*** Opening of Input data ***

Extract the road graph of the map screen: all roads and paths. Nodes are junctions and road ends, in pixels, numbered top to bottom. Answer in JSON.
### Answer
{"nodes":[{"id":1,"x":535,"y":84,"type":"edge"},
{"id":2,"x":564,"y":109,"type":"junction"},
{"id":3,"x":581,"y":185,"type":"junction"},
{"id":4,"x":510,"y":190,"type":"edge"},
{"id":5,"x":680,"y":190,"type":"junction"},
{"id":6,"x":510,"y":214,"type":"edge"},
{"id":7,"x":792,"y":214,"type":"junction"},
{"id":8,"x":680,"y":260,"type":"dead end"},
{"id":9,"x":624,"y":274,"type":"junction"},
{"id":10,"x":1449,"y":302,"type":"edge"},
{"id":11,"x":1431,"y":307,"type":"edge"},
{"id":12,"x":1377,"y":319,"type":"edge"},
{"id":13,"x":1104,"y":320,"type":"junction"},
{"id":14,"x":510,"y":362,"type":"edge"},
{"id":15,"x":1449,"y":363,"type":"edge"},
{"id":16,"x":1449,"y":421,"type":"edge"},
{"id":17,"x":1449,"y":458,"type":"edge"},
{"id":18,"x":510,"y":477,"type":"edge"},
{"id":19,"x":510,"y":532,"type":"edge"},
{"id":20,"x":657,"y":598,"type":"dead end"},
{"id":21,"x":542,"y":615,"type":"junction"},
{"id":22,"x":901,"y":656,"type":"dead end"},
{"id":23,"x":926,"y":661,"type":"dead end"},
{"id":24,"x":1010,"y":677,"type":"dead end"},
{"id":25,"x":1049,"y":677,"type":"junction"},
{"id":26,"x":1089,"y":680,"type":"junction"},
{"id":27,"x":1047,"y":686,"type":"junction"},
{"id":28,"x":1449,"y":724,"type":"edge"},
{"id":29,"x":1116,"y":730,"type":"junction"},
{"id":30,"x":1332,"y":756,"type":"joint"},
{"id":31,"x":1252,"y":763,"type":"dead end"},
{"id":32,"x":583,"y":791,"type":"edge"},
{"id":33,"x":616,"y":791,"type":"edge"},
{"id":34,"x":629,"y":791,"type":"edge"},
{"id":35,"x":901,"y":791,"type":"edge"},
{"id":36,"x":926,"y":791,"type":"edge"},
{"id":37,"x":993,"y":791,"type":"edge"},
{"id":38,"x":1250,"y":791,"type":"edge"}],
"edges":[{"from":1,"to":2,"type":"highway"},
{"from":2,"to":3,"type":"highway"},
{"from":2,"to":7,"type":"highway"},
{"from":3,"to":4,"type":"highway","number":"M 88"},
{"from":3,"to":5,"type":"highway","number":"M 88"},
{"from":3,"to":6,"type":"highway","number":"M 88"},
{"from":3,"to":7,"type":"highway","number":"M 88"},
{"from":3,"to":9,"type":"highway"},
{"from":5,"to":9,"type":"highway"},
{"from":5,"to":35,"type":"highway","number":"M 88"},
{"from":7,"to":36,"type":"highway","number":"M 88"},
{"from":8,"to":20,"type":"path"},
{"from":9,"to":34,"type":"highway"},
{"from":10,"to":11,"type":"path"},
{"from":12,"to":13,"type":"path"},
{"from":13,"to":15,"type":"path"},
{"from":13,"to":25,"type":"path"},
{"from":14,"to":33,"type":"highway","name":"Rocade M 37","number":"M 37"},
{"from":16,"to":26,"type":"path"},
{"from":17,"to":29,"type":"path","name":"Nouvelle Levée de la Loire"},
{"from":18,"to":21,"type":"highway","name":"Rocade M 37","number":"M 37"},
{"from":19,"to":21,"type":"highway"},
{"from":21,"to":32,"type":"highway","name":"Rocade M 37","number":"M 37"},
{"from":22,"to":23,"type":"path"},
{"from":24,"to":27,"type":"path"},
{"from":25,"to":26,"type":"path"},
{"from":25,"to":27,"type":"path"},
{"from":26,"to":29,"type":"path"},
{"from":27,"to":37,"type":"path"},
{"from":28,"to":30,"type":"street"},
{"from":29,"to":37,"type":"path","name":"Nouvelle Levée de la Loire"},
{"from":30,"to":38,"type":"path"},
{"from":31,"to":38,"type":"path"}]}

*** Close of Input data ***

● About this exercise:
Scan the entries above for the string "Levée", and copy every line where it turns up.

● Completed task:
{"from":17,"to":29,"type":"path","name":"Nouvelle Levée de la Loire"},
{"from":29,"to":37,"type":"path","name":"Nouvelle Levée de la Loire"},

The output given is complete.